CITY cars have never really bowled me over. The Smart forTwo showed what was possible with the idea, but Mercedes insisted on fitting an atrocious automatic gearbox that wouldn’t have disgraced a 40-year-old Jaguar XJ6.
But when I heard that Toyota – the biggest and most innovative car company in the world – had decided to have a crack at a minimini car, I sat up and took notice.
After all, the Japanese mastered the art of miniaturisation in the late-fifties when Sony figured out how to make a transitorised radio the size of a bar of soap. If anyone could make a great ultra-compact car then it had to be them.
And now the finished product is here, Toyota must be pleased as punch.
The iQ is so much more than just a clever name designed to out-smart the Smart. It’s probably the most innovative small car since the Mini. And I mean the first Mini, not the hip but bloated pastiche BMW makes.
Clever thinking has liberated an amazing amount of room inside this tiny car.
Toyota says the iQ is the world’s smallest four-seater and it is absolutely right. Seeen from the front it looks like any other small car, cute and compact with a nice wide stance for maximum elbow room.
But walk around to see it from the side and you’ll be amazed.
The iQ looks like half-a-car, as if someone has designed a normal hatch then taken a chainsaw to the bodywork just behind the front door.
On the road it takes up marginally more room end-to-end than a bicycle.
Yet the iQ can still carry three adults and a child cocooned in a body built to five-star European crash protection standards.
How did Toyota manage this seemingly impossible trick? By starting with a blank sheet of paper and redfining every aspect of the motorcar, that’s how.
The fuel tank isn’t a boxy tank at all. It is almost flat (just 120mm high) and it fits beneath the floor, thereby helping liberate precious inches in the boot.
Every opportunity has been taken to maximise the cabin space. The asymetric dashboard is further forward on the passenger side, allowing Toyota to move the seat forward and freeing up room for an adult to sit behind.
Obviously the driver can’t do this but there is still a small seat for a child behind.
The steering wheel has a flat bottom for extra knee room, the seat backs are as thin as Toyota can make them – this alone liberated an extra 40mm of space – and there’s even room for a storage tray beneath the rear seats.
Steering-mounted audio controls allowed for a slimmer than usual centre console minus the usual dials and buttons.
Even the doors use a new kind of window-lifter mechanism so they can be thinner, helping improve elbow room.
Space has also been created by locating the gearshift and parking brake almost side by side, giving rear seat passengers more room to extend their feet between the front seats.
The front passenger seat can be slid far enough forward to ensure that three 190cm (6ft 3in) tall adults, plus a child or extra luggage, can be comfortably accommodated.
Both rear seats can be folded down to increase boot capacity to 238 litres.

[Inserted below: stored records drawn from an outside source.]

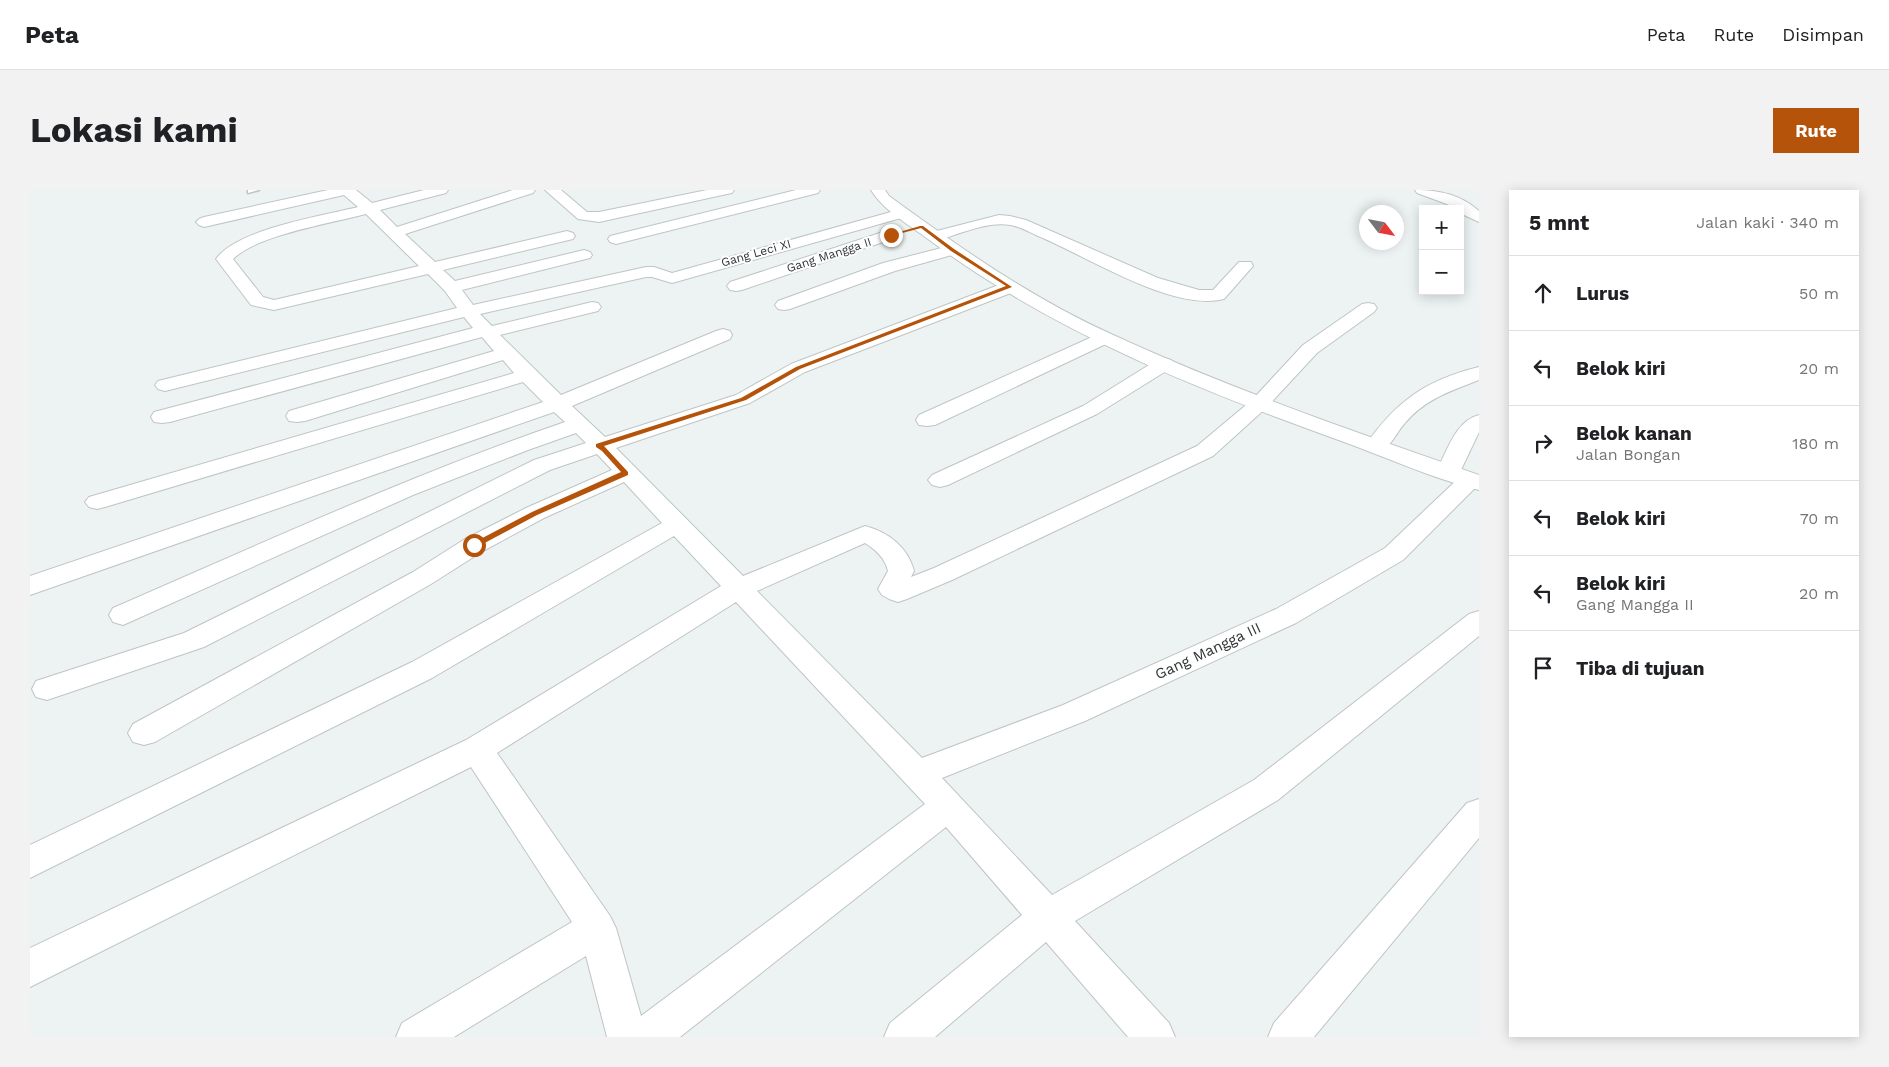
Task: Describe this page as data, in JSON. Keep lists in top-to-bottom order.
{
  "streets": {
    "street": ["Gang Leci XI", "Gang Mangga II", "Gang Mangga III"]
  },
  "north": "bottom right",
  "page": {
    "header": "Peta",
    "nav": ["Peta", "Rute", "Disimpan"],
    "buttons": "Rute",
    "title": "Lokasi kami",
    "heading": ["5 mnt", "Jalan kaki · 340 m"],
    "map_buttons": ["+", "−"],
    "list": [
      ["Lurus", "50 m"],
      ["Belok kiri", "20 m"],
      ["Belok kanan", "Jalan Bongan", "180 m"],
      ["Belok kiri", "70 m"],
      ["Belok kiri", "Gang Mangga II", "20 m"],
      "Tiba di tujuan"
    ]
  }
}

Mind you, with both seats in position capacity is an almost comical 32 litres, which isn’t even wide enough for my briefcase!
But the real battle of the bulge has been waged on the mechanical front where the air conditioning unit is extra small and the differential – the component which allows the wheels to rotate at different speeds and thereby go round corners – is a new design which pushes the front wheels out to the furthest extent of the body.
This added another 100mm of space and, as the saying goes, every little helps.
It looks good, too. Flared wheel arches and a deep bumper give the iQ real road presence, and that’s without the wow factor caused by the tiny dimensions.
It’s not short on safety equipment, though. There are nine airbags, including an unusual under-thigh bag on the passenger seat, and the world’s first rear curtain airbag, giving the lie to the suspicion that small cars are more dangerous in a crash.
Of course, all this clear thinking and high tech costs money. About the only thing that isn’t small about the iQ is the price, which matches more conventional superminis.
But down-sizing is no longer just for the terminally hard up.
Toyota continues to offer the Aygo for drivers who want a small car that costs pocket money.
The iQ is a premium product with a price to match, although some of the questionable plastics used on inside feel more Mini Mk 1 than Mercedes Benz.
But it’s the way it drives that is the real eye-opener.
There’s nothing radical about the 1.0-litre engine, it’s the same three-pot design used in the Aygo, but housed in the iQ it feels (and sounds) much more refined.
Around town the iQ is sensational, squeezing through the smallest gaps, seeking out parking spaces that others (Smart excepted) could never contemplate.
But it’s the way the iQ goes out of town that marks it out as something special.
On a run down to York it never felt overawed or out of its depth on the A1.
It sticks to the road like glue and shrugs off strong side winds with distain. In fact, it feels like a much bigger car altogether, which is the really remarkable achievement in my view.
It took Toyota five years of hard graft to make the iQ a reality.
Toyota reckons the finished product is one of the most important cars it has ever launched, as innovative in its own way as the hybrid Prius was ten years ago.
In these days of soaring petrol costs (there won’t be a diesel, it doesn’t need one) the iQ could be just about the smartest move the world’s most succesful car company has ever made.